С рефлективного разума, в котором эволюция получает для себя зеркало самосознания, в природе и космосе появился субъект, способный «оценивать и критиковать» мир, жизнь, эволюцию, ее способы осуществления своих целей. И суть возможного «органического кризиса эволюции» Тейяр определяет как «мир, увидевший себя посредством мышления и потому отрицающий самого себя»11. Но все же такой плачевный вариант, который, конечно, необходимо представить себе теоретически-виртуально, тем более что окружающий нас человеческий материал, его расхожие ценности, уклад жизни может легко ввести в уныние, по умственному и сердечному убеждению обоих мыслителей, все же невозможен. И прежде всего в силу самой онтологии эволюционного восходящего движения (а в ней «человек незаменим» и его ответственность перед всей эволюцией решающа), в силу той уже возникшей полноты идеала, что обязательно включает в себя веру в, надежду на и работу над радикальным преодолением смерти для всего рода людского, а значит и изъятия из его плоти мучающей, отравляющей занозы, выхода из громкого или тихого отчаяния или разве что стоического героизма, рожденных неверием в возможность радикальной смены своей бытийственной природы и судьбы…
Оба вестника, каждый со своими склонениями, находят для себя мощный ресурс оптимизма в убеждении, что гигантское богочеловеческое, онтологическое дело должно и будет твориться всем родом людским в целом. Пожалуй, никто так глубоко, как Фёдоров, не представил неродственность, в которой существует мир, не просто как констатацию характера межличностных и общественных отношений, но как качество самого природно-космического порядка бытия (в христианских понятиях послегрехопадного), предполагающего взаимное стеснение и вытеснение, гибель и смерть.
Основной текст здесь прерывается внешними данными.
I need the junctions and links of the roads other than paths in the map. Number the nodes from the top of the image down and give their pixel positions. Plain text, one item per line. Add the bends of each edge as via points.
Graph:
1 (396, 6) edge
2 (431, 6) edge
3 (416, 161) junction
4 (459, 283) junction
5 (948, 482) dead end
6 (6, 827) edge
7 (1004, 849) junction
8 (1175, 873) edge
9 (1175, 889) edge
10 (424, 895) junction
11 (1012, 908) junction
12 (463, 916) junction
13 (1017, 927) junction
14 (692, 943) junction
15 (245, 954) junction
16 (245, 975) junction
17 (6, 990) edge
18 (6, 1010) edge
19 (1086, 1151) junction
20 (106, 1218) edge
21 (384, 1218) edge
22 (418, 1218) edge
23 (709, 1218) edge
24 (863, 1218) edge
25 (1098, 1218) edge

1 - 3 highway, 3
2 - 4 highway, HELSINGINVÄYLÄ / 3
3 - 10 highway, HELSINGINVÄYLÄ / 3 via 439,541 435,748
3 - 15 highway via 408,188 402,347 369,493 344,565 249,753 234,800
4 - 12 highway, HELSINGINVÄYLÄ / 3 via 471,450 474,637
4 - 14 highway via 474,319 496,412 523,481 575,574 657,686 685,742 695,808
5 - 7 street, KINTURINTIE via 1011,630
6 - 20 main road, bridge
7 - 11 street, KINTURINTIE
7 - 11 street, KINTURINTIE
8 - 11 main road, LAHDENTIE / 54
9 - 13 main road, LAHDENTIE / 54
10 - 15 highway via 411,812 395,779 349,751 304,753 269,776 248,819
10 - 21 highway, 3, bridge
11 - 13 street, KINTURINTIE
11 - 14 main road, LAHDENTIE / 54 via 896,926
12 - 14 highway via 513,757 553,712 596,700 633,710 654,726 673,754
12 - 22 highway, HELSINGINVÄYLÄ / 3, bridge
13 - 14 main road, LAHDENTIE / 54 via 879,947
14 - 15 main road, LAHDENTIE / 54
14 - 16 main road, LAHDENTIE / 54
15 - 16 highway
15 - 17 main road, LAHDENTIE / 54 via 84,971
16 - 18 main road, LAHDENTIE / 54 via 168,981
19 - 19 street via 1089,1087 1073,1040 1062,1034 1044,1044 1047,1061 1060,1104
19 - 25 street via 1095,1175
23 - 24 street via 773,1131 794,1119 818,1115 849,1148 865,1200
Он призывает к тщательному, повсеместному и всеобщему изучению причин небратства именно в таком тотальном развороте – с тем чтобы направить преобразовательное действие на их искоренение. Идеал его устроения жизни – высший проективный синтез семейно-родовой формы с обществом по типу Троицы. Стоики говорили о «всемирном гражданстве», Фёдоров – о «всечеловеческой семье», первое для русского мыслителя – всемирно лишь по пространству, второе к этому добавляет главное: временную, диахронную вертикаль родства всех землян по единым предкам.